### Your task
Where in the records does the word "nodes" appear? Copy each line that holds it.

*** Entries provided ***

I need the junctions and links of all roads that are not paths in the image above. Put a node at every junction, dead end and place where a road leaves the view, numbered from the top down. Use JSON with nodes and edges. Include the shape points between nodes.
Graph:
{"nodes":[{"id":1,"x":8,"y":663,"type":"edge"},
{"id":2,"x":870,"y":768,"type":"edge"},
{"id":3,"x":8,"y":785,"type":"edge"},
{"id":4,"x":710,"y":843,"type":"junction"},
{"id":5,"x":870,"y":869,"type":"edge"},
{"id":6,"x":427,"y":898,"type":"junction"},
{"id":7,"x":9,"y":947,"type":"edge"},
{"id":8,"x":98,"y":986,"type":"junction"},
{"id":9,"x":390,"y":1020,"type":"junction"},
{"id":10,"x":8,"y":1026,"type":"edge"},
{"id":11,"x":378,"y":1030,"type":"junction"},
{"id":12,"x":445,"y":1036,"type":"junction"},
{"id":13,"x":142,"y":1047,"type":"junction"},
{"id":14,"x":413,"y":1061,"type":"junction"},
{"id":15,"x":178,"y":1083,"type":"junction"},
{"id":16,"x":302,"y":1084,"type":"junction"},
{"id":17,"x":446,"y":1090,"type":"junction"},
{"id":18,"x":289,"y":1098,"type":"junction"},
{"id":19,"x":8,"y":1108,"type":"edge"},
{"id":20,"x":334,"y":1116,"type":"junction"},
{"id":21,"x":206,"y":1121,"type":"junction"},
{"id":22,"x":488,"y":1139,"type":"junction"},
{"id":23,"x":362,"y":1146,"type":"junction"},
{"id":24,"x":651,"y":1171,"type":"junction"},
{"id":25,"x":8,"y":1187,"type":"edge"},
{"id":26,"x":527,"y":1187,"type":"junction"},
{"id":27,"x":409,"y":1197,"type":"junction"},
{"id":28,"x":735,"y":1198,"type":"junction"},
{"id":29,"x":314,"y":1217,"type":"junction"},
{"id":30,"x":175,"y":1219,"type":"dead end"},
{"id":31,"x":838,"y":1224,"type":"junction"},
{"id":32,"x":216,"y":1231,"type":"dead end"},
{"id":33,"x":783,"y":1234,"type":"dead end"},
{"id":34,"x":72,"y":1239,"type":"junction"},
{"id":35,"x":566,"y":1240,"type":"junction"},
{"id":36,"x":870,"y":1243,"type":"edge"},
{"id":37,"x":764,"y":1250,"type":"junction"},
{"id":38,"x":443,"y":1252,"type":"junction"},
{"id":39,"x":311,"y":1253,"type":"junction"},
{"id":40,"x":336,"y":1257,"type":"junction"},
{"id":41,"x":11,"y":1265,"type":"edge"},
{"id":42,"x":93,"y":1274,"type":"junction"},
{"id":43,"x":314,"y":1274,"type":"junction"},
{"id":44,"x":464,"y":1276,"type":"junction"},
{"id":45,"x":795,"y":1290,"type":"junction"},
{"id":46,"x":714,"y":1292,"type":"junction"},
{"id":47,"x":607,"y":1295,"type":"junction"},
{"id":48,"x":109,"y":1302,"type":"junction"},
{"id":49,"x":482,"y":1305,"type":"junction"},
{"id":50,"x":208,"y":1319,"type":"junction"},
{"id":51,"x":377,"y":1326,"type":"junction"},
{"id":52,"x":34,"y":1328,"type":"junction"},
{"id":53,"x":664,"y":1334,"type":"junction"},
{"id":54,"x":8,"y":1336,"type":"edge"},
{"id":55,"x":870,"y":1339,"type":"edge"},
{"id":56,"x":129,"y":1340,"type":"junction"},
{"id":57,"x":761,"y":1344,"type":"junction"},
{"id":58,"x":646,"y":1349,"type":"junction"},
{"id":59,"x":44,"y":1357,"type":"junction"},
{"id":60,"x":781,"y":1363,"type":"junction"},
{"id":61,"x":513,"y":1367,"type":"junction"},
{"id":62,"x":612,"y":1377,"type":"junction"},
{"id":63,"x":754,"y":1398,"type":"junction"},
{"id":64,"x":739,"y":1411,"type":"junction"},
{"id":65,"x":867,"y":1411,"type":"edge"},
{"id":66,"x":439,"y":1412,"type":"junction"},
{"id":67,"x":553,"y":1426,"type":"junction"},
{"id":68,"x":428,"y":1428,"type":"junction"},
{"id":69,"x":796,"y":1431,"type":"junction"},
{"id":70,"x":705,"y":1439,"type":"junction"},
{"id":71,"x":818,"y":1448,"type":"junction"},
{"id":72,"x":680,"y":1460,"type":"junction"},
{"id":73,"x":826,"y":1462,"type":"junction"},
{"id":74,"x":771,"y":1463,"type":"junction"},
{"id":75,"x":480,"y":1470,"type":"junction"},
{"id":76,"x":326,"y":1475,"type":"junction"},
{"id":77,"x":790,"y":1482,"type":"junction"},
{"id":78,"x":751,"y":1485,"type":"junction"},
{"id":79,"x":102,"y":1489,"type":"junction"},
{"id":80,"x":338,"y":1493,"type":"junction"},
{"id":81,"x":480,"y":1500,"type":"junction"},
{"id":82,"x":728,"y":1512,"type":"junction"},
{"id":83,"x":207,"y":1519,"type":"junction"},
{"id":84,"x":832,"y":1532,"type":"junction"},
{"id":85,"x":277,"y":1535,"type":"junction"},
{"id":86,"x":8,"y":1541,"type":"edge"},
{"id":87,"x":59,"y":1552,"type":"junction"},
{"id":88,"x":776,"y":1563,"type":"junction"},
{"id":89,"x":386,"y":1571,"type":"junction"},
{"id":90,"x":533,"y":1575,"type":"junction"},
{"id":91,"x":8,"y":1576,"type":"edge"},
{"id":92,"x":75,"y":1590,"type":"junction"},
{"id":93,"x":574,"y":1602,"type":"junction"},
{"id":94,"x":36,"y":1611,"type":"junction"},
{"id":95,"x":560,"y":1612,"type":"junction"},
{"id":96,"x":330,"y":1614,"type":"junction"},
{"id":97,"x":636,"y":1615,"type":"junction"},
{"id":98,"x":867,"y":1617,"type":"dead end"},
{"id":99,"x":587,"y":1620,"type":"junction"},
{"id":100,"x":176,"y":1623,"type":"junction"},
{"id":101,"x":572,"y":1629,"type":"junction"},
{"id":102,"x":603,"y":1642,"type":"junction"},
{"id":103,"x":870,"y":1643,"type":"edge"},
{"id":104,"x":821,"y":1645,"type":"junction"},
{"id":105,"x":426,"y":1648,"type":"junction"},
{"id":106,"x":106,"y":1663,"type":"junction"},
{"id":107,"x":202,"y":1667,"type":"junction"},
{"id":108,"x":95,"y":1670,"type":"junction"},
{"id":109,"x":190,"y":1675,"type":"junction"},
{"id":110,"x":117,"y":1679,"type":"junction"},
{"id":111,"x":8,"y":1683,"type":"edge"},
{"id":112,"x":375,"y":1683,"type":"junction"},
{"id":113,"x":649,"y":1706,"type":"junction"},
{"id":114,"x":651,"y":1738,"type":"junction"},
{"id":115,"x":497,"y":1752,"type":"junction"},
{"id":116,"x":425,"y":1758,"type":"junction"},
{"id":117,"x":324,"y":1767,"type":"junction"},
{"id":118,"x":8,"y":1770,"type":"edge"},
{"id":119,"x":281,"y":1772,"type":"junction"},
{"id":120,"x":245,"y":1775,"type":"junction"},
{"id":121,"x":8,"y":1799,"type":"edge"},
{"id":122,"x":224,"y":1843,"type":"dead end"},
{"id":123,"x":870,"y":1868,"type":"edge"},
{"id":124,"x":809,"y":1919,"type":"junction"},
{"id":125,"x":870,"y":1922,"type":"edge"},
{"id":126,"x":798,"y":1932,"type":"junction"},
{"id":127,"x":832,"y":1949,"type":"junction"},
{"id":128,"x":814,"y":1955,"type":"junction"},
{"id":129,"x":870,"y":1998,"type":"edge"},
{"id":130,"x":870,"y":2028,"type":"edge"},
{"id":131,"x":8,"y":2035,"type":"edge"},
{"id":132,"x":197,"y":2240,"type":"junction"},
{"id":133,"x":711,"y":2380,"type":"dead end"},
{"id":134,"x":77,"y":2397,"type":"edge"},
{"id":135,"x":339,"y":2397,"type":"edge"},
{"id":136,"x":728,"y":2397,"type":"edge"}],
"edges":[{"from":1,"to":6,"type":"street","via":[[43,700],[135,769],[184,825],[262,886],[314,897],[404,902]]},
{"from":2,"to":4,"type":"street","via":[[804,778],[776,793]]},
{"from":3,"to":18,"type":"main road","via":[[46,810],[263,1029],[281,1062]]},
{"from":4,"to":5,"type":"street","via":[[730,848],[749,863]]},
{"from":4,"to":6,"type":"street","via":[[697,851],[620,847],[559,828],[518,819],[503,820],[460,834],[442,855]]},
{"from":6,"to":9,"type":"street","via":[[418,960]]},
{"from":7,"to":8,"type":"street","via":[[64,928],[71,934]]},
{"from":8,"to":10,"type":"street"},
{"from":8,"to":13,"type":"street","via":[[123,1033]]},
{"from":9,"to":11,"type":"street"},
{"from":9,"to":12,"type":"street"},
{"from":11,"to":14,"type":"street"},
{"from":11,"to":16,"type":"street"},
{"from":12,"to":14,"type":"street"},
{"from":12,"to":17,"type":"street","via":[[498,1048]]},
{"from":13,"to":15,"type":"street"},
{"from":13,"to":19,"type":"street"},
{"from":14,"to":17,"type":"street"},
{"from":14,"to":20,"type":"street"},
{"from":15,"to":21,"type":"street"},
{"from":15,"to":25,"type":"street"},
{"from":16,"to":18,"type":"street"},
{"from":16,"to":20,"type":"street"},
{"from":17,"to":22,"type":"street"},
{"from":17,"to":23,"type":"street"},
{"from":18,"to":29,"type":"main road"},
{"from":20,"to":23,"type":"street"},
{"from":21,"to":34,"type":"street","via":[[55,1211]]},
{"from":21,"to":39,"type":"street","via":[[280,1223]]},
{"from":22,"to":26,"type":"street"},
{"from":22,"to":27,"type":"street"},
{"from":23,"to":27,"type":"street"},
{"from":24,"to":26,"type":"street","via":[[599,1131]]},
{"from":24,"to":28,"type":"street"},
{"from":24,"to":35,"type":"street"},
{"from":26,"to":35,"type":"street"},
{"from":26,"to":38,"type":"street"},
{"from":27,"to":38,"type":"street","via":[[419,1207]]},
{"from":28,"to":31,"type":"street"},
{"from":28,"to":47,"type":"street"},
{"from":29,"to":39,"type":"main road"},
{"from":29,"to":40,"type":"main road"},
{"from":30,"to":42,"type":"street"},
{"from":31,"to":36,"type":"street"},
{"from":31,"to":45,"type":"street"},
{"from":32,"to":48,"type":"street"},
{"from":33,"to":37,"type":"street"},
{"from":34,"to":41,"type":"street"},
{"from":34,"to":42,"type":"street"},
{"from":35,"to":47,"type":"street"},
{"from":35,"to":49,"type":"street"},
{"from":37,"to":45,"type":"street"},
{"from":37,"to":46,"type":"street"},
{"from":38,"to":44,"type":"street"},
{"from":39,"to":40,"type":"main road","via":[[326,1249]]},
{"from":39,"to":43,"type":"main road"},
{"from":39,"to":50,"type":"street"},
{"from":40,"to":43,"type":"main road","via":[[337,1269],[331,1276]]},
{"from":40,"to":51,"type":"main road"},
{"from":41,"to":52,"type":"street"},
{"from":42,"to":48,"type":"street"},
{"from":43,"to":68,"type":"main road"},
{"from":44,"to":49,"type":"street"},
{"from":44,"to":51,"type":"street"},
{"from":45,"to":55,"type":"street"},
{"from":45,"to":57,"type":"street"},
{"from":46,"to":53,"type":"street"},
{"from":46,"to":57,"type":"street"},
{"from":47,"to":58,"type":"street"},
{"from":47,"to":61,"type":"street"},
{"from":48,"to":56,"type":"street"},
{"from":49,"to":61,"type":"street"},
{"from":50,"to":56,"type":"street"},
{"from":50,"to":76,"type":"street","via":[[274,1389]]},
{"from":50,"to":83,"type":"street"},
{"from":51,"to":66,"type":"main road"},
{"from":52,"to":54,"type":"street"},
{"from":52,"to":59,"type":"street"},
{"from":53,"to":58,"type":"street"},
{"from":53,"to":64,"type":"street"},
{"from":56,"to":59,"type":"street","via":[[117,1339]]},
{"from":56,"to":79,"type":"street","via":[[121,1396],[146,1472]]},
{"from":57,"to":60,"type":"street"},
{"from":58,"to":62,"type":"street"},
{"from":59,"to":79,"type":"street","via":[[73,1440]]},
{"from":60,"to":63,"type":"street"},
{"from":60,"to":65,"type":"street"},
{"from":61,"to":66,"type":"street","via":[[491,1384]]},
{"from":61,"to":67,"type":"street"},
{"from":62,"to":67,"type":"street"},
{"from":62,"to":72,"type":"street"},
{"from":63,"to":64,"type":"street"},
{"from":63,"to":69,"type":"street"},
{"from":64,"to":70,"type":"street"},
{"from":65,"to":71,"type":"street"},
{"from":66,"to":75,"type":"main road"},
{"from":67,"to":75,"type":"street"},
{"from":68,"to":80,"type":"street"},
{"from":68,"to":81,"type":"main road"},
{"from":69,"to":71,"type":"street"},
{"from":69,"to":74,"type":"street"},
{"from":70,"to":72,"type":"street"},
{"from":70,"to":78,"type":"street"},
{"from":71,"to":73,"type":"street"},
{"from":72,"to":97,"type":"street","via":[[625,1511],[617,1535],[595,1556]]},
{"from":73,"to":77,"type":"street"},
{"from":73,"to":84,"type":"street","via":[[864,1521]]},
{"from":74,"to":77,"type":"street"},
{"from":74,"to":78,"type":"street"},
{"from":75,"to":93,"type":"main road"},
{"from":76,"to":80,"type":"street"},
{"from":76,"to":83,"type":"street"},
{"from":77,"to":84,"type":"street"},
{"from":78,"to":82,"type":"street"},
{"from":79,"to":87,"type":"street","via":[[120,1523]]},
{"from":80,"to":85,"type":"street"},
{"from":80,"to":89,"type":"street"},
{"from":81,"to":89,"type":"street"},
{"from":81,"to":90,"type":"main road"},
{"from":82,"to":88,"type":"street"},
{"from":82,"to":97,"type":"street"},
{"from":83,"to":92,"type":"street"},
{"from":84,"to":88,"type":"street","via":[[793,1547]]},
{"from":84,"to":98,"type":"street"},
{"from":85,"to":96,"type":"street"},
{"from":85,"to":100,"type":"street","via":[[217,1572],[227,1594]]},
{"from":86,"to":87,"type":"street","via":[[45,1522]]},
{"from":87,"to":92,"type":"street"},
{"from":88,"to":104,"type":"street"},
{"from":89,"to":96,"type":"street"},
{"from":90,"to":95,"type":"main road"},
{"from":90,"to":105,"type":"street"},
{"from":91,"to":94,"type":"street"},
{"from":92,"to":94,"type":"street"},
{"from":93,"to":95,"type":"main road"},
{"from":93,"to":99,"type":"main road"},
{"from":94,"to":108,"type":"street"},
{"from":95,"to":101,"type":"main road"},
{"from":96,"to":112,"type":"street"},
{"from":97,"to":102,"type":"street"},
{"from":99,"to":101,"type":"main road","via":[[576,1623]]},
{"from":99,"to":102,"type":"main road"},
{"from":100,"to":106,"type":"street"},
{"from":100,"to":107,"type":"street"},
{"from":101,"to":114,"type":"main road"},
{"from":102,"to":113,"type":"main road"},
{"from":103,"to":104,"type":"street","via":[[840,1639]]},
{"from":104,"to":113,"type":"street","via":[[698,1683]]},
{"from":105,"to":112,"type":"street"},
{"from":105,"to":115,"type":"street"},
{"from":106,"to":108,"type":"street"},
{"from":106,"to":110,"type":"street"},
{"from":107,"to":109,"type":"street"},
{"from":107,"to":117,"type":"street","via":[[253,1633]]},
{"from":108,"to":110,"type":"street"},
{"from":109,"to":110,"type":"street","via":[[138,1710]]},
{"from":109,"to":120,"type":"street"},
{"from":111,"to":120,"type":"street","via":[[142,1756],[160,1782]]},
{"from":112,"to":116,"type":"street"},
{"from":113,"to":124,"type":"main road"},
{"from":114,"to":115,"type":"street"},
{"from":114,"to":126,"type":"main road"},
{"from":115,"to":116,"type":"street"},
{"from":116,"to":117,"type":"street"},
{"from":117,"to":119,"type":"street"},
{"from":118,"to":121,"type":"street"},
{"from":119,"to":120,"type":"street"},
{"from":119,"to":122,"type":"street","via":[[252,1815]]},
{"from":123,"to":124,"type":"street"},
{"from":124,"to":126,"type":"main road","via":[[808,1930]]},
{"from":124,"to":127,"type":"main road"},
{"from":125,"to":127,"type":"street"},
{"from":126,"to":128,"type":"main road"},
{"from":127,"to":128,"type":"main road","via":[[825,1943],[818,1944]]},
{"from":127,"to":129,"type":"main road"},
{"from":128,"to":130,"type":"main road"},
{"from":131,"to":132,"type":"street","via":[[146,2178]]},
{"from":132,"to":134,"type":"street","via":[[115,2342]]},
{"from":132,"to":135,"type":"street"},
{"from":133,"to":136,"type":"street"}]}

***

### The answer
I need the junctions and links of all roads that are not paths in the image above. Put a node at every junction, dead end and place where a road leaves the view, numbered from the top down. Use JSON with nodes and edges. Include the shape points between nodes.
{"nodes":[{"id":1,"x":8,"y":663,"type":"edge"},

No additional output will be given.